Directions
In the data below, find the lines containing "Heriberto" and say how many there are, nothing more.

Listed entries

▼▼▼

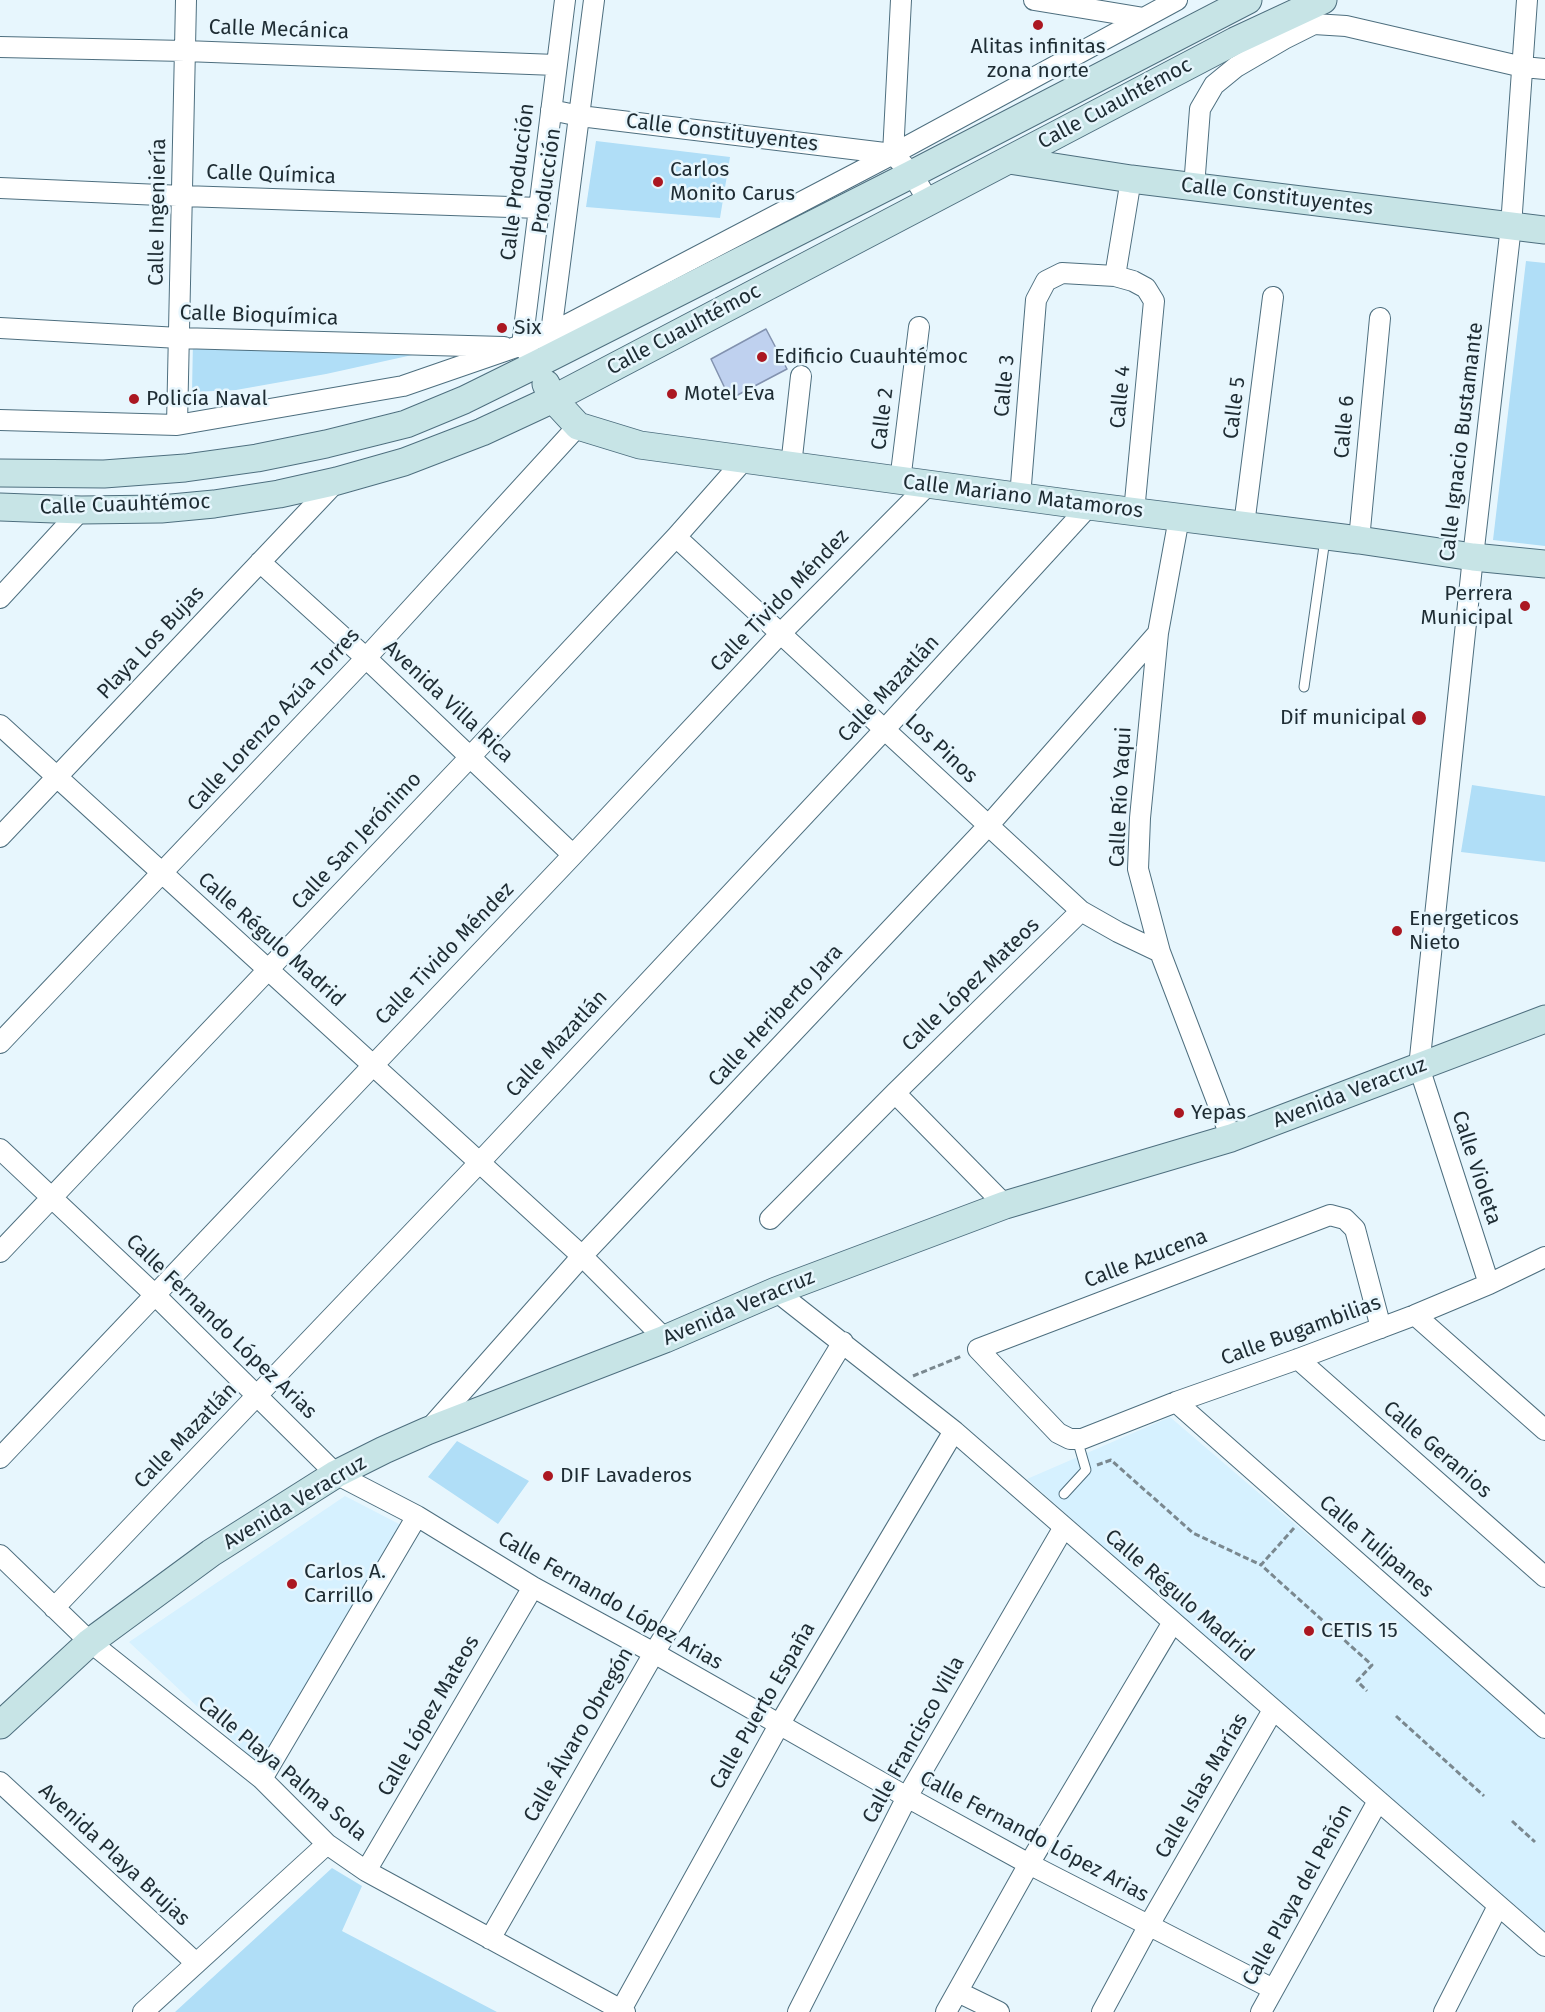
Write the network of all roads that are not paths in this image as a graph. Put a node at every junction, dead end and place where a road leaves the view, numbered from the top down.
1 (186, 0) edge
2 (566, 0) edge
3 (594, 0) edge
4 (901, 0) edge
5 (1034, 0) edge
6 (1177, 0) edge
7 (1527, 0) edge
8 (1236, 3) edge
9 (1319, 12) edge
10 (1144, 18) junction
11 (0, 47) edge
12 (185, 51) junction
13 (556, 65) junction
14 (1523, 67) junction
15 (1545, 69) edge
16 (551, 110) junction
17 (580, 116) junction
18 (893, 154) junction
19 (1009, 160) junction
20 (912, 174) junction
21 (1131, 179) junction
22 (1194, 187) junction
23 (0, 188) edge
24 (183, 196) junction
25 (929, 202) junction
26 (540, 208) junction
27 (1511, 226) junction
28 (1545, 230) edge
29 (1115, 276) junction
30 (1273, 297) dead end
31 (1380, 318) dead end
32 (919, 327) dead end
33 (0, 328) edge
34 (551, 333) junction
35 (179, 338) junction
36 (525, 352) junction
37 (801, 376) dead end
38 (553, 399) junction
39 (0, 420) edge
40 (177, 426) junction
41 (578, 426) junction
42 (744, 460) junction
43 (791, 466) junction
44 (0, 473) edge
45 (337, 481) junction
46 (900, 481) junction
47 (928, 485) junction
48 (1020, 497) junction
49 (1089, 506) junction
50 (0, 507) edge
51 (81, 510) junction
52 (1134, 512) junction
53 (1179, 518) junction
54 (1244, 525) junction
55 (1325, 536) junction
56 (676, 537) junction
57 (1359, 540) junction
58 (1473, 557) junction
59 (260, 562) junction
60 (1545, 564) edge
61 (0, 598) edge
62 (781, 633) junction
63 (1158, 633) junction
64 (366, 658) junction
65 (1304, 687) dead end
66 (0, 725) edge
67 (885, 729) junction
68 (471, 756) junction
69 (57, 778) junction
70 (988, 826) junction
71 (0, 837) edge
72 (573, 855) junction
73 (162, 873) junction
74 (1081, 911) junction
75 (1160, 952) junction
76 (269, 969) junction
77 (1545, 1019) edge
78 (0, 1043) edge
79 (372, 1065) junction
80 (1419, 1067) junction
81 (895, 1093) junction
82 (1231, 1138) junction
83 (0, 1149) edge
84 (478, 1163) junction
85 (51, 1197) junction
86 (1005, 1205) junction
87 (770, 1219) dead end
88 (0, 1252) edge
89 (582, 1256) junction
90 (1541, 1264) edge
91 (1489, 1284) junction
92 (776, 1291) junction
93 (154, 1294) junction
94 (1415, 1315) junction
95 (1381, 1328) junction
96 (665, 1339) junction
97 (843, 1342) junction
98 (1298, 1359) junction
99 (258, 1395) junction
100 (1176, 1402) junction
101 (1545, 1430) edge
102 (427, 1431) junction
103 (954, 1431) junction
104 (1073, 1439) junction
105 (0, 1458) edge
106 (336, 1473) junction
107 (1065, 1494) dead end
108 (417, 1516) junction
109 (1064, 1527) junction
110 (0, 1556) edge
111 (1545, 1577) edge
112 (533, 1587) junction
113 (54, 1608) junction
114 (1173, 1622) junction
115 (90, 1642) junction
116 (654, 1653) junction
117 (1273, 1710) junction
118 (0, 1725) edge
119 (779, 1725) junction
120 (1545, 1728) edge
121 (262, 1779) junction
122 (0, 1782) edge
123 (907, 1797) junction
124 (1378, 1801) junction
125 (327, 1844) junction
126 (1029, 1864) junction
127 (366, 1871) junction
128 (1498, 1906) junction
129 (1149, 1925) junction
130 (490, 1939) junction
131 (1545, 1946) edge
132 (196, 1963) junction
133 (1273, 1989) junction
134 (958, 1992) junction
135 (623, 2011) edge
136 (143, 2012) edge
137 (798, 2012) edge
138 (946, 2012) edge
139 (999, 2012) edge
140 (1102, 2012) edge
141 (1261, 2012) edge
142 (1444, 2012) edge

1 - 12 street, Calle Ingeniería
2 - 13 street, Calle Producción
3 - 17 street, Producción
4 - 18 street
5 - 10 street
6 - 10 street
7 - 14 street, Calle Ignacio Bustamante
8 - 20 main road, Calle Cuauhtémoc
9 - 14 street
9 - 19 main road, Calle Cuauhtémoc
9 - 22 street
10 - 18 street
11 - 12 street, Calle Mecánica
12 - 13 street, Calle Mecánica
12 - 24 street, Calle Ingeniería
13 - 16 street, Calle Producción
14 - 15 street
14 - 27 street, Calle Ignacio Bustamante
16 - 17 street, Calle Constituyentes
16 - 26 street, Calle Producción
17 - 18 street, Calle Constituyentes
17 - 34 street, Producción
18 - 20 street
18 - 34 street
19 - 21 main road, Calle Constituyentes
19 - 25 main road, Calle Cuauhtémoc
20 - 25 street
20 - 36 main road, Calle Cuauhtémoc
21 - 22 main road, Calle Constituyentes
21 - 29 street
22 - 27 main road, Calle Constituyentes
23 - 24 street, Calle Química
24 - 26 street, Calle Química
24 - 35 street, Calle Ingeniería
25 - 38 main road, Calle Cuauhtémoc
26 - 36 street, Calle Producción
27 - 28 main road, Calle Constituyentes
27 - 58 street, Calle Ignacio Bustamante
29 - 48 street, Calle 3
29 - 52 street, Calle 4
30 - 54 street, Calle 5
31 - 57 street, Calle 6
32 - 46 street, Calle 2
33 - 35 street, Calle Bioquímica
34 - 36 street, Producción
35 - 36 street, Calle Bioquímica
35 - 40 street, Calle Ingeniería
36 - 38 main road
36 - 40 street
36 - 44 main road, Calle Cuauhtémoc
37 - 43 street
38 - 41 main road
38 - 45 main road, Calle Cuauhtémoc
39 - 40 street
41 - 42 main road, Calle Mariano Matamoros
41 - 64 street, Calle Lorenzo Azúa Torres
42 - 43 main road, Calle Mariano Matamoros
42 - 56 street, Calle San Jerónimo
43 - 46 main road, Calle Mariano Matamoros
45 - 51 main road, Calle Cuauhtémoc
45 - 59 street, Playa Los Bujas
46 - 47 main road, Calle Mariano Matamoros
47 - 48 main road, Calle Mariano Matamoros
47 - 62 street, Calle Tivido Méndez
48 - 49 main road, Calle Mariano Matamoros
49 - 52 main road, Calle Mariano Matamoros
49 - 67 street, Calle Mazatlán
50 - 51 main road, Calle Cuauhtémoc
51 - 61 street
52 - 53 main road, Calle Mariano Matamoros
53 - 54 main road, Calle Mariano Matamoros
53 - 63 street, Calle Río Yaqui
54 - 55 main road, Calle Mariano Matamoros
55 - 57 main road, Calle Mariano Matamoros
55 - 65 lane
56 - 62 street, Los Pinos
56 - 68 street, Calle San Jerónimo
57 - 58 main road, Calle Mariano Matamoros
58 - 60 main road, Calle Mariano Matamoros
58 - 80 street, Calle Ignacio Bustamante
59 - 64 street, Avenida Villa Rica
59 - 69 street, Playa Los Bujas
62 - 67 street, Los Pinos
62 - 72 street, Calle Tivido Méndez
63 - 70 street, Calle Heriberto Jara
63 - 75 street, Calle Río Yaqui
64 - 68 street, Avenida Villa Rica
64 - 73 street, Calle Lorenzo Azúa Torres
66 - 69 street, Calle Régulo Madrid
67 - 70 street, Los Pinos
67 - 84 street, Calle Mazatlán
68 - 72 street, Avenida Villa Rica
68 - 76 street, Calle San Jerónimo
69 - 71 street, Playa Los Bujas
69 - 73 street, Calle Régulo Madrid
70 - 74 street, Los Pinos
70 - 89 street, Calle Heriberto Jara
72 - 79 street, Calle Tivido Méndez
73 - 76 street, Calle Régulo Madrid
73 - 78 street, Calle Lorenzo Azúa Torres
74 - 75 street, Los Pinos
74 - 81 street, Calle López Mateos
75 - 82 street, Calle Río Yaqui
76 - 79 street, Calle Régulo Madrid
76 - 85 street, Calle San Jerónimo
77 - 80 main road, Avenida Veracruz
79 - 84 street, Calle Régulo Madrid
79 - 93 street, Calle Tivido Méndez
80 - 82 main road, Avenida Veracruz
80 - 91 street, Calle Violeta
81 - 86 street
81 - 87 street, Calle López Mateos
82 - 86 main road, Avenida Veracruz
83 - 85 street, Calle Fernando López Arias
84 - 89 street, Calle Régulo Madrid
84 - 99 street, Calle Mazatlán
85 - 88 street, Calle San Jerónimo
85 - 93 street, Calle Fernando López Arias
86 - 92 main road, Avenida Veracruz
89 - 96 street, Calle Régulo Madrid
89 - 102 street, Calle Heriberto Jara
90 - 91 street, Calle Bugambilias
91 - 94 street, Calle Bugambilias
92 - 96 main road, Avenida Veracruz
92 - 97 street, Calle Régulo Madrid
93 - 99 street, Calle Fernando López Arias
93 - 105 street, Calle Tivido Méndez
94 - 95 street, Calle Bugambilias
94 - 101 street
95 - 98 street, Calle Bugambilias
95 - 104 street, Calle Azucena
96 - 102 main road, Avenida Veracruz
97 - 103 street, Calle Régulo Madrid
97 - 116 street, Calle Álvaro Obregón
98 - 100 street, Calle Bugambilias
98 - 111 street, Calle Geranios
99 - 106 street, Calle Fernando López Arias
99 - 113 street, Calle Mazatlán
100 - 104 street, Calle Bugambilias
100 - 120 street, Calle Tulipanes
102 - 106 main road, Avenida Veracruz
103 - 109 street, Calle Régulo Madrid
103 - 119 street, Calle Puerto España
104 - 107 lane
106 - 108 street, Calle Fernando López Arias
106 - 115 main road, Avenida Veracruz
108 - 112 street, Calle Fernando López Arias
108 - 121 street
109 - 114 street, Calle Régulo Madrid
109 - 123 street, Calle Francisco Villa
110 - 113 street, Calle Playa Palma Sola
112 - 116 street, Calle Fernando López Arias
112 - 127 street, Calle López Mateos
113 - 115 street, Calle Playa Palma Sola
114 - 117 street, Calle Régulo Madrid
114 - 126 street
115 - 118 main road, Avenida Veracruz
115 - 121 street, Calle Playa Palma Sola
116 - 119 street, Calle Fernando López Arias
116 - 130 street, Calle Álvaro Obregón
117 - 124 street, Calle Régulo Madrid
117 - 129 street, Calle Islas Marías
119 - 123 street, Calle Fernando López Arias
119 - 135 street, Calle Puerto España
121 - 125 street, Calle Playa Palma Sola
122 - 132 street, Avenida Playa Brujas
123 - 126 street, Calle Fernando López Arias
123 - 137 street, Calle Francisco Villa
124 - 128 street, Calle Régulo Madrid
124 - 133 street, Calle Playa del Peñón
125 - 127 street, Calle Playa Palma Sola
125 - 132 street
126 - 129 street, Calle Fernando López Arias
126 - 134 street
127 - 130 street, Calle Playa Palma Sola
128 - 131 street, Calle Régulo Madrid
128 - 142 street
129 - 133 street, Calle Fernando López Arias
129 - 140 street, Calle Islas Marías
130 - 135 street, Calle Playa Palma Sola
132 - 136 street
133 - 141 street, Calle Playa del Peñón
134 - 138 street
134 - 139 street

▲▲▲

Answer for the task
3